Provide an exact copy of the data, excluding the images.
--- Data provided Enclosed Below ---
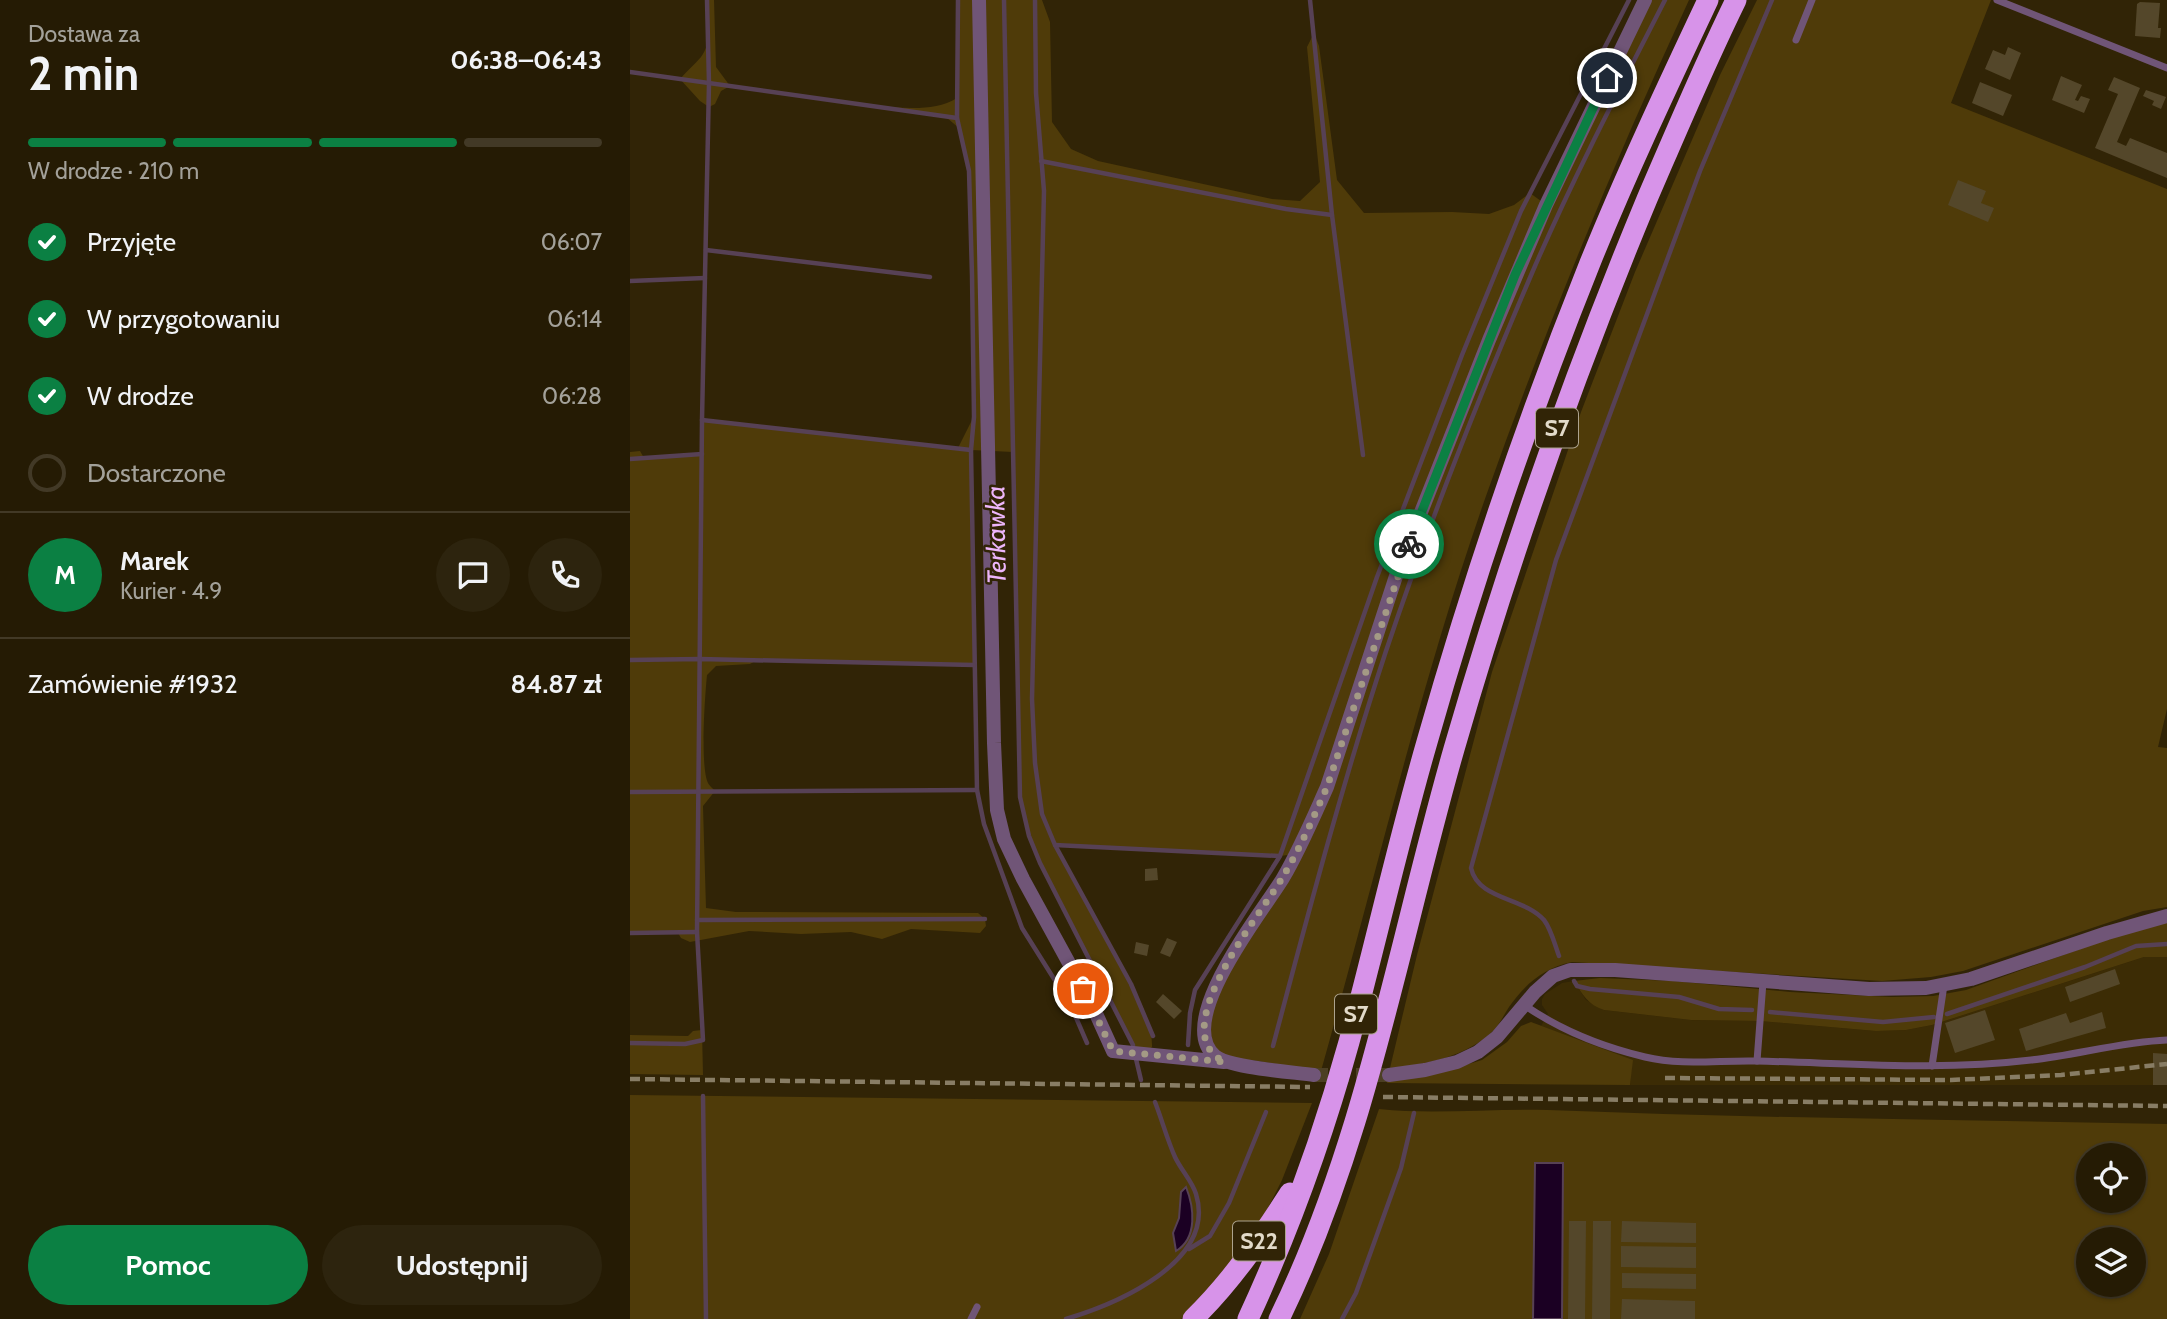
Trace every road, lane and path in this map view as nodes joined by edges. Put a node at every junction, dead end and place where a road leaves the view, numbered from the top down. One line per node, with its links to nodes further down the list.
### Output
1 (979, 0): 15 (street)
2 (1645, 0): 15 (street)
3 (1708, 0): 19 (highway, S7)
4 (1736, 0): 24 (highway, S7)
5 (1812, 0): 7 (lane)
6 (1997, 0): 8 (lane)
7 (1797, 40)
8 (2167, 68)
9 (2167, 916): 11 (street)
10 (1763, 982): 11 (street); 12 (street); 14 (lane)
11 (1944, 985): 16 (lane)
12 (1524, 1004): 14 (lane); 18 (street)
13 (2167, 1040): 16 (lane)
14 (1757, 1061): 16 (lane)
15 (1225, 1062): 17 (street)
16 (1932, 1066)
17 (1314, 1074)
18 (1389, 1075)
19 (1313, 1156): 22 (highway, S22); 23 (highway, S7)
20 (977, 1307): 21 (lane)
21 (971, 1319)
22 (1194, 1319)
23 (1248, 1319)
24 (1279, 1319)

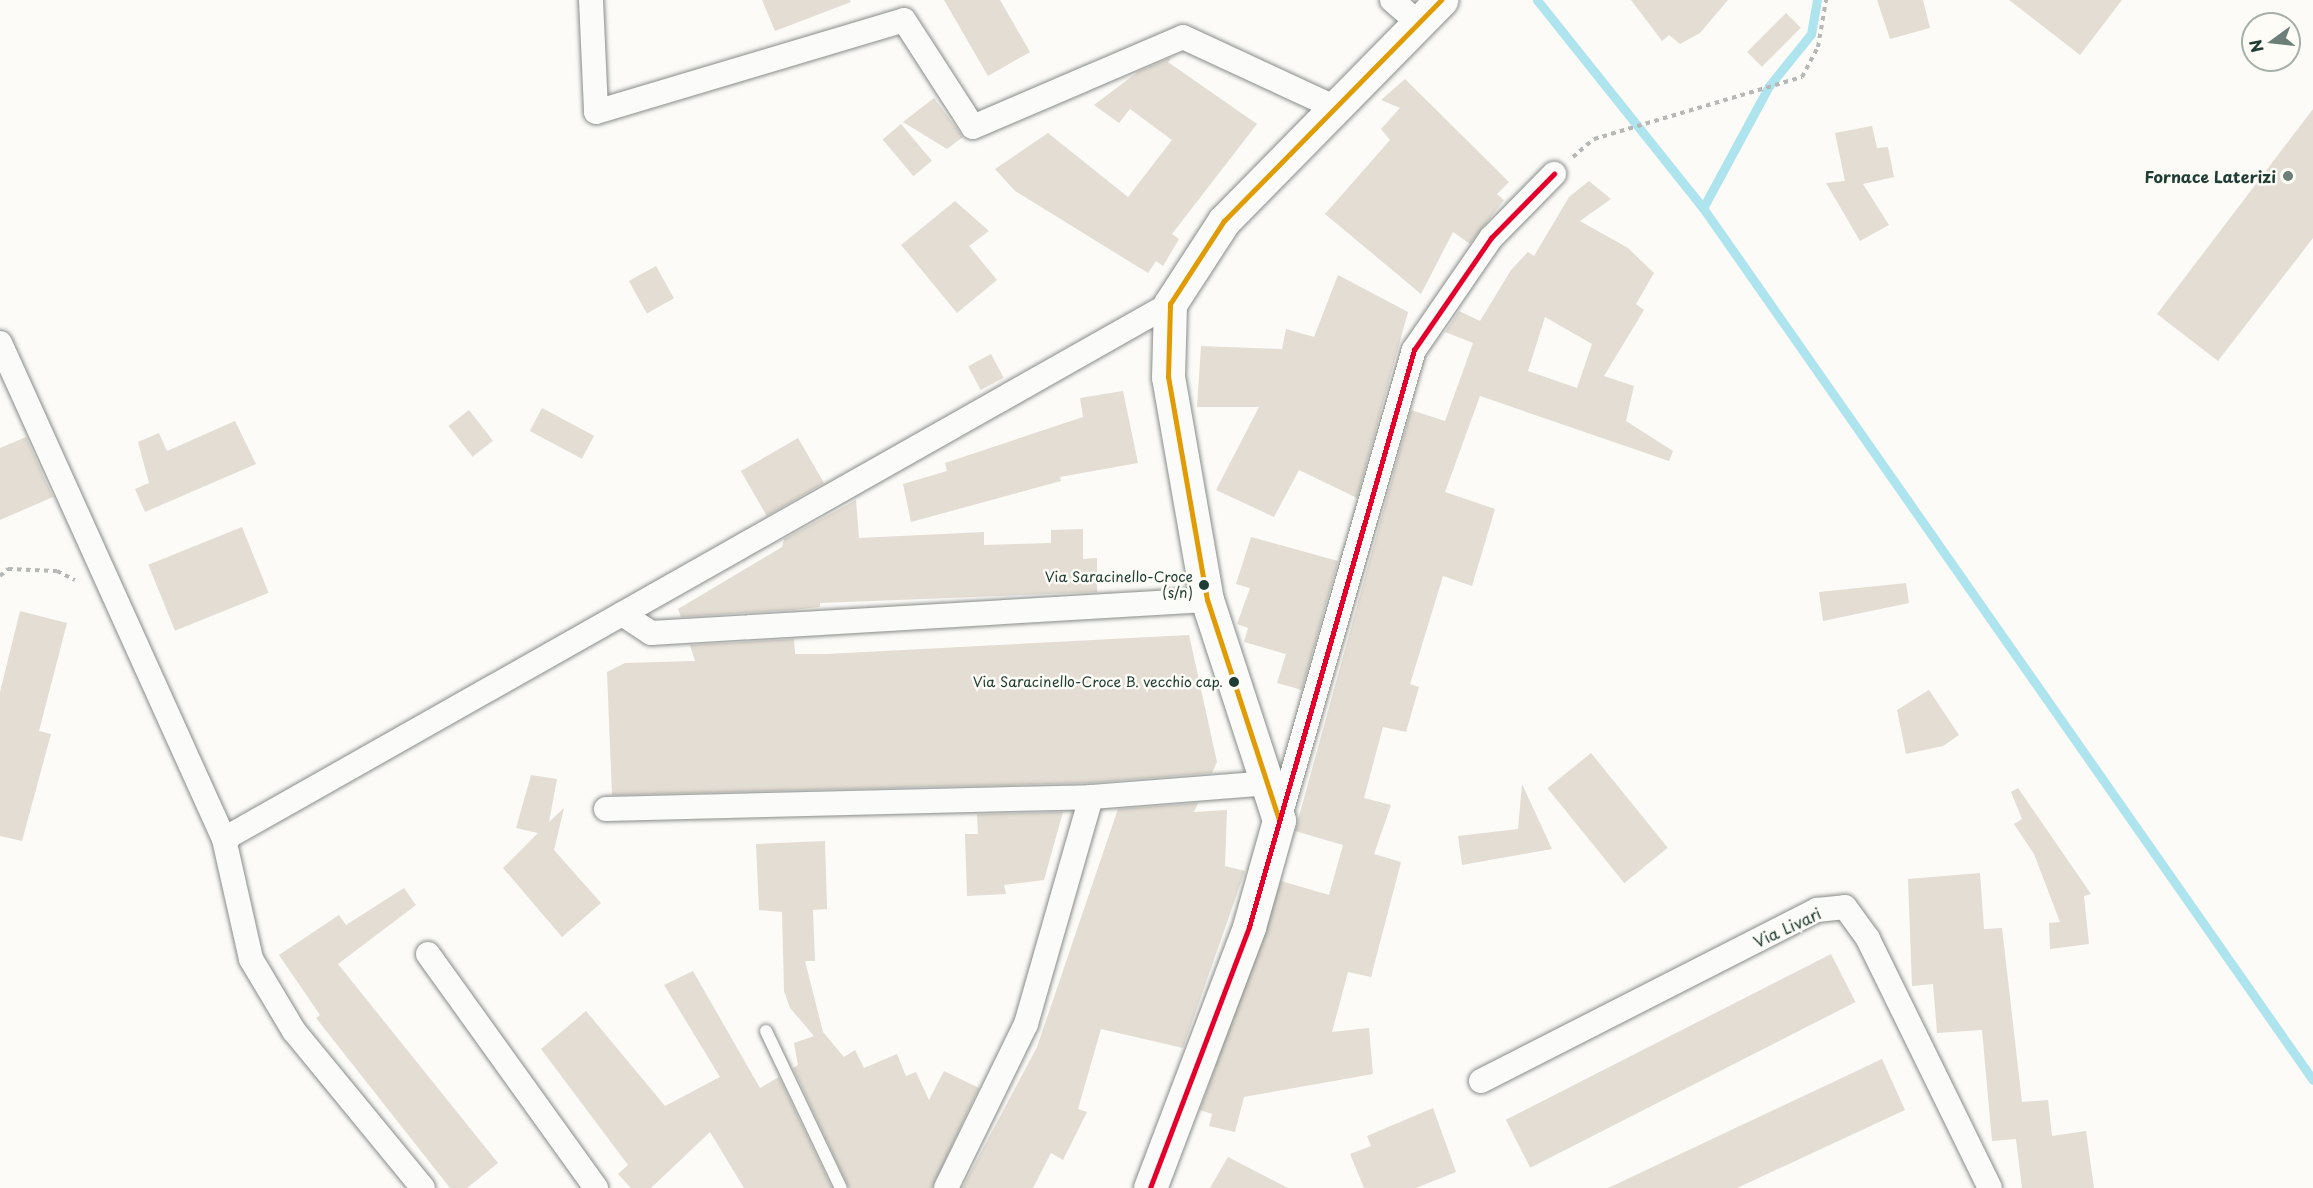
--- End of Enclosed Data provided ---
Solution below:
Trace every road, lane and path in this map view as nodes joined by edges. Put a node at every junction, dead end and place where a road leaves the view, numbered from the top down. One line per node, with its links to nodes further down the list.
### Output
1 (979, 0): 15 (street)
2 (1645, 0): 15 (street)
3 (1708, 0): 19 (highway, S7)
4 (1736, 0): 24 (highway, S7)
5 (1812, 0): 7 (lane)
6 (1997, 0): 8 (lane)
7 (1797, 40)
8 (2167, 68)
9 (2167, 916): 11 (street)
10 (1763, 982): 11 (street); 12 (street); 14 (lane)
11 (1944, 985): 16 (lane)
12 (1524, 1004): 14 (lane); 18 (street)
13 (2167, 1040): 16 (lane)
14 (1757, 1061): 16 (lane)
15 (1225, 1062): 17 (street)
16 (1932, 1066)
17 (1314, 1074)
18 (1389, 1075)
19 (1313, 1156): 22 (highway, S22); 23 (highway, S7)
20 (977, 1307): 21 (lane)
21 (971, 1319)
22 (1194, 1319)
23 (1248, 1319)
24 (1279, 1319)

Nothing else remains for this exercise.